> _YOUR INSTRUCTIONS_: Leave out the pictures and repeat the data exactly.
┌────────
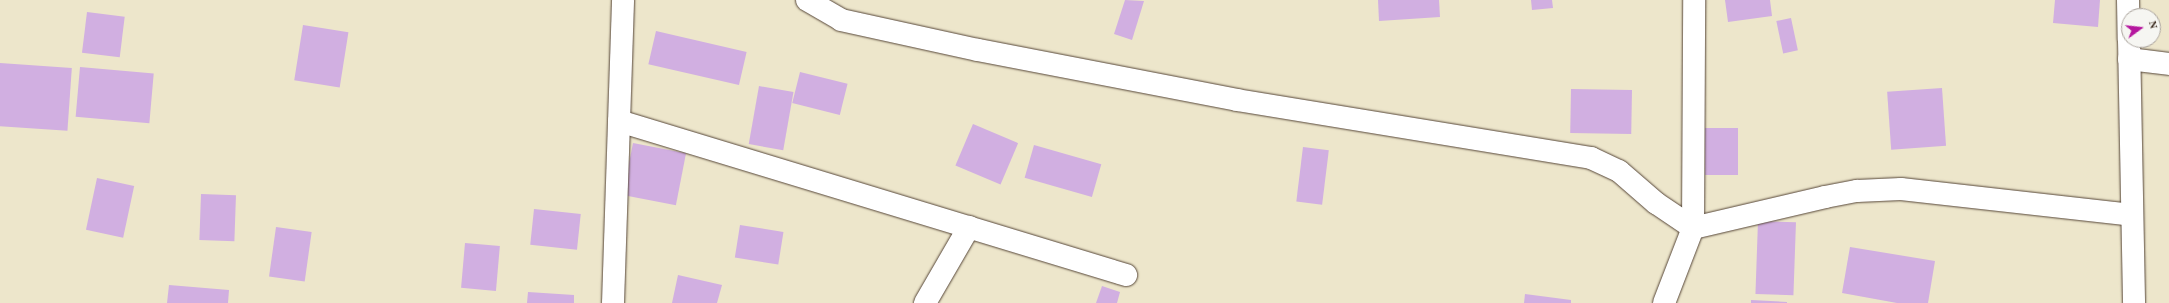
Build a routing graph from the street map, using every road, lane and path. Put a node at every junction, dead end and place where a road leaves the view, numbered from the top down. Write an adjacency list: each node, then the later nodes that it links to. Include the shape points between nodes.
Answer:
1 (623, 0): 7 (street)
2 (807, 0): 10 (street, via 841,20 978,50 1237,100 1590,158 1619,171 1656,203)
3 (1694, 0): 10 (street)
4 (2129, 48): 8 (street)
5 (2133, 48): 6 (street)
6 (2169, 64)
7 (619, 121): 9 (street); 12 (street)
8 (2132, 215): 10 (street, via 1901,189 1857,191); 15 (street)
9 (969, 227): 11 (street); 13 (street)
10 (1693, 228): 14 (street)
11 (1126, 275)
12 (613, 303)
13 (925, 303)
14 (1664, 303)
15 (2134, 303)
└────────
> _RESPONSE TO THIS TASK_:
Build a routing graph from the street map, using every road, lane and path. Put a node at every junction, dead end and place where a road leaves the view, numbered from the top down. Write an adjacency list: each node, then the later nodes that it links to. Include the shape points between nodes.
Answer:
1 (623, 0): 7 (street)
2 (807, 0): 10 (street, via 841,20 978,50 1237,100 1590,158 1619,171 1656,203)
3 (1694, 0): 10 (street)
4 (2129, 48): 8 (street)
5 (2133, 48): 6 (street)
6 (2169, 64)
7 (619, 121): 9 (street); 12 (street)
8 (2132, 215): 10 (street, via 1901,189 1857,191); 15 (street)
9 (969, 227): 11 (street); 13 (street)
10 (1693, 228): 14 (street)
11 (1126, 275)
12 (613, 303)
13 (925, 303)
14 (1664, 303)
15 (2134, 303)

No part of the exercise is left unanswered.